A short distance away on Ferenczy Istvan we decided to spend midnight in Csendes bar. A historic feeling place its reminiscent of a pre-war speakeasy, high ceilings with small tables decorated with odd bits of cloth, chandeliers and a very strange collection of paintings and graffiti adorning the walls. We settled into a few beers followed by some very warming honey schnapps. These little babies worked a treat as outside it was freezing. Inside though it was very cozy yet there seemed to be very little going on for 11:45p.m on New Years Eve. Then as midnight approached there was a countdown from ten to… the Hungarian National anthem. As we sat back down in our seats many of the other people there seemed to leave. Not quite the same as the usual celebrations in Dublin, the strike of midnight seemed to signal the end of the evening for some. It had been a long enough day anyway so with a couple more schnapps under our belt it was time to brave the cold and head home for the evening.bar1

The next morning on our quest for breakfast we once again found ourselves at the mercy of the holidays and options were few. It’s probably best to skip the details and focus on what the city did have to offer us that day but all I will say is that our first meal of the day consisted of a cup of instant soup and ‘warm’ sandwiches. A five minute walk from the apartment will bring you to Fovam Square which is home to the magnificent Great Market Hall. Home to three storeys of stalls selling everything from foie gras and saffron to fresh meat, fruit, coffee and traditional Hungarian crafts the market is a must-see if only to take in the sheer scale of the building and enjoy the atmosphere. It is also a great place for an informal spot of lunch but, alas, not on a Bank Holiday.

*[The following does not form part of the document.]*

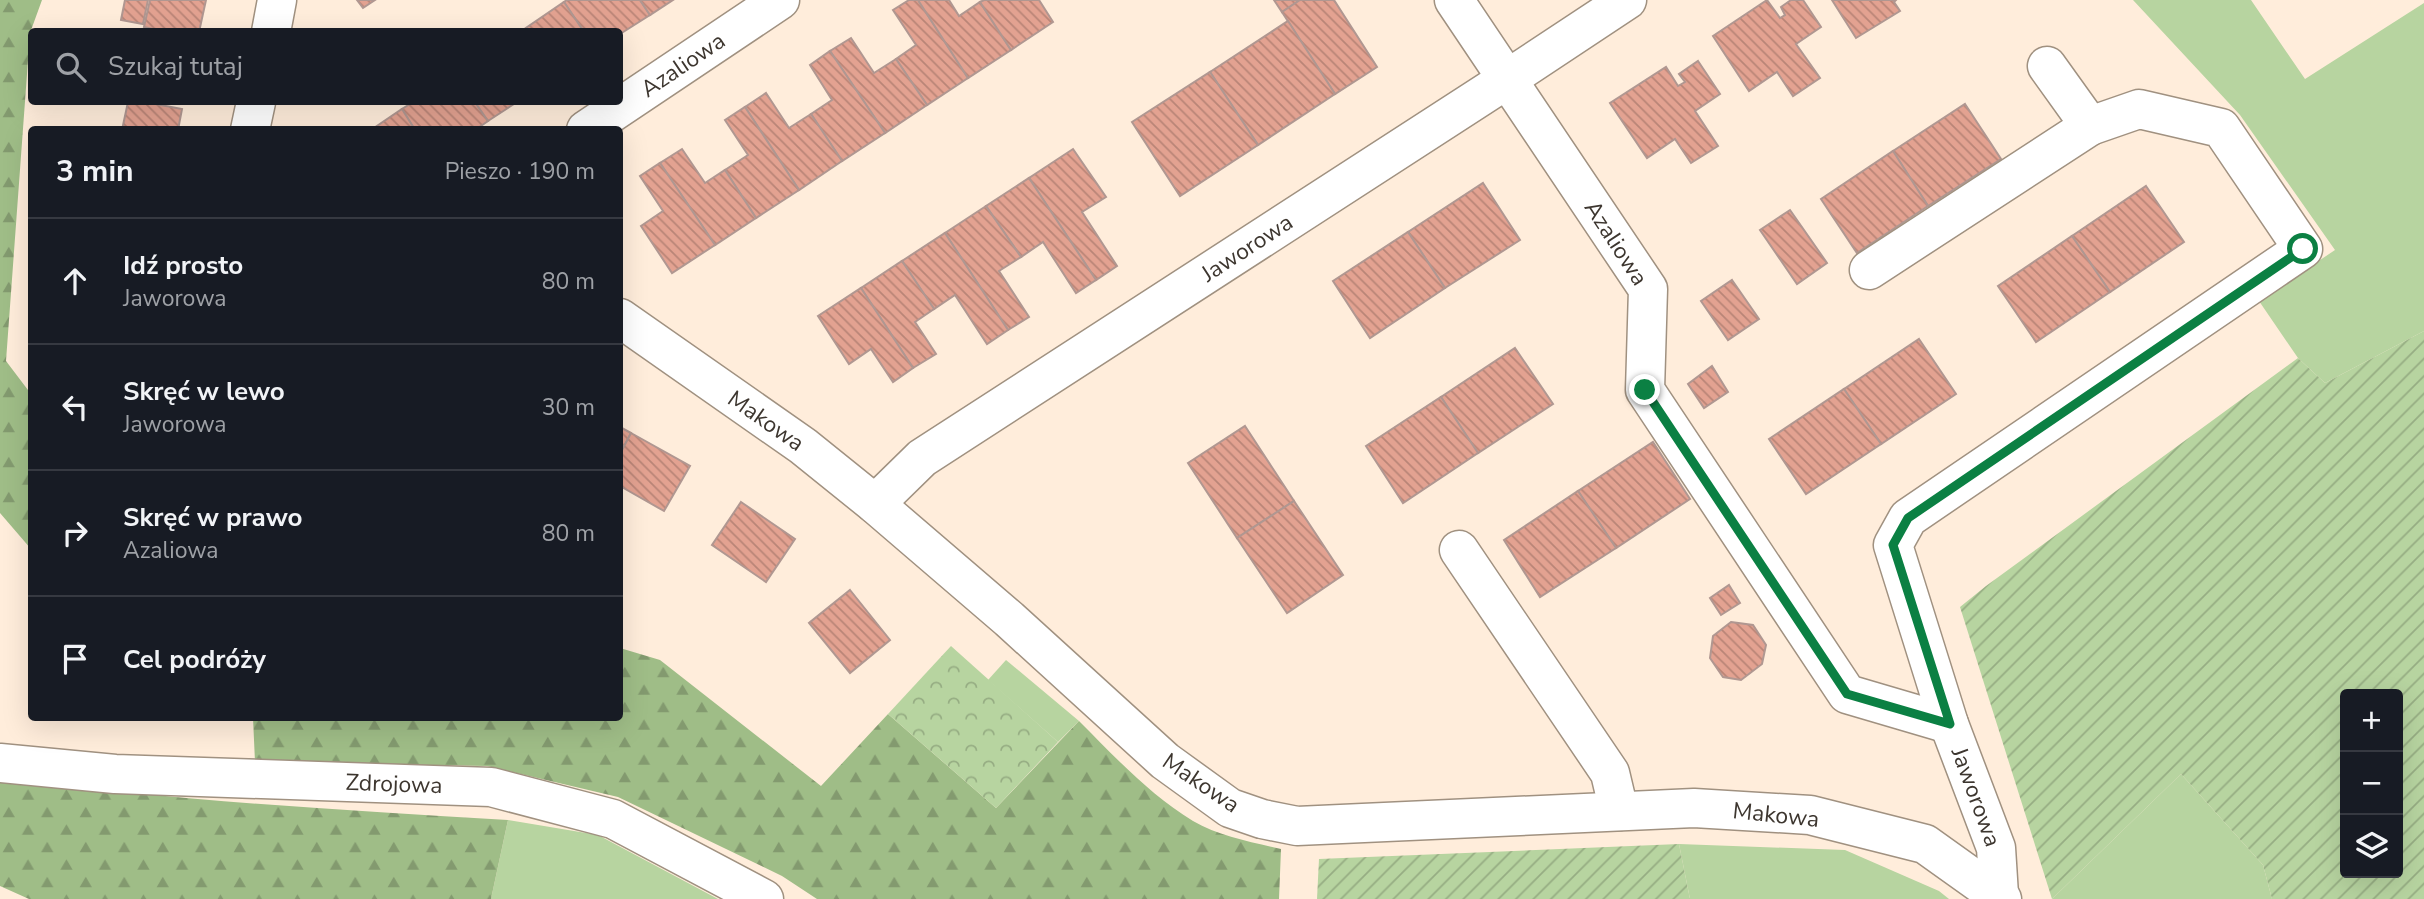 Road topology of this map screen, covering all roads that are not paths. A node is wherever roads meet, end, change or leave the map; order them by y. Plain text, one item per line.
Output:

From here we strolled along the beautiful Liberty Bridge and across the Danube to the Buda side of the city. The bridge leaves you at the foot of Gellert Hill which offers fantastic views across the city as enjoyed by Budapest’s own statue of Liberty. Beware, the guidebooks describe the walk to the top as gentle but from my experience it is anything but.bridge

Also at the foot of the hill is the Gellert Hotel which is home to one of the citys many thermal baths. As with my previous visit the outdoor baths were closed but still there was a long queue to gain access on this very cold day so I guess people are only after the ones indoor at this time of year. From here you can catch a tram along the Danube for two stops until you reach the Castle Hill Funicular. For about €2 it will take you to the top of the hill in no time and is a far gentler way of reaching the summit.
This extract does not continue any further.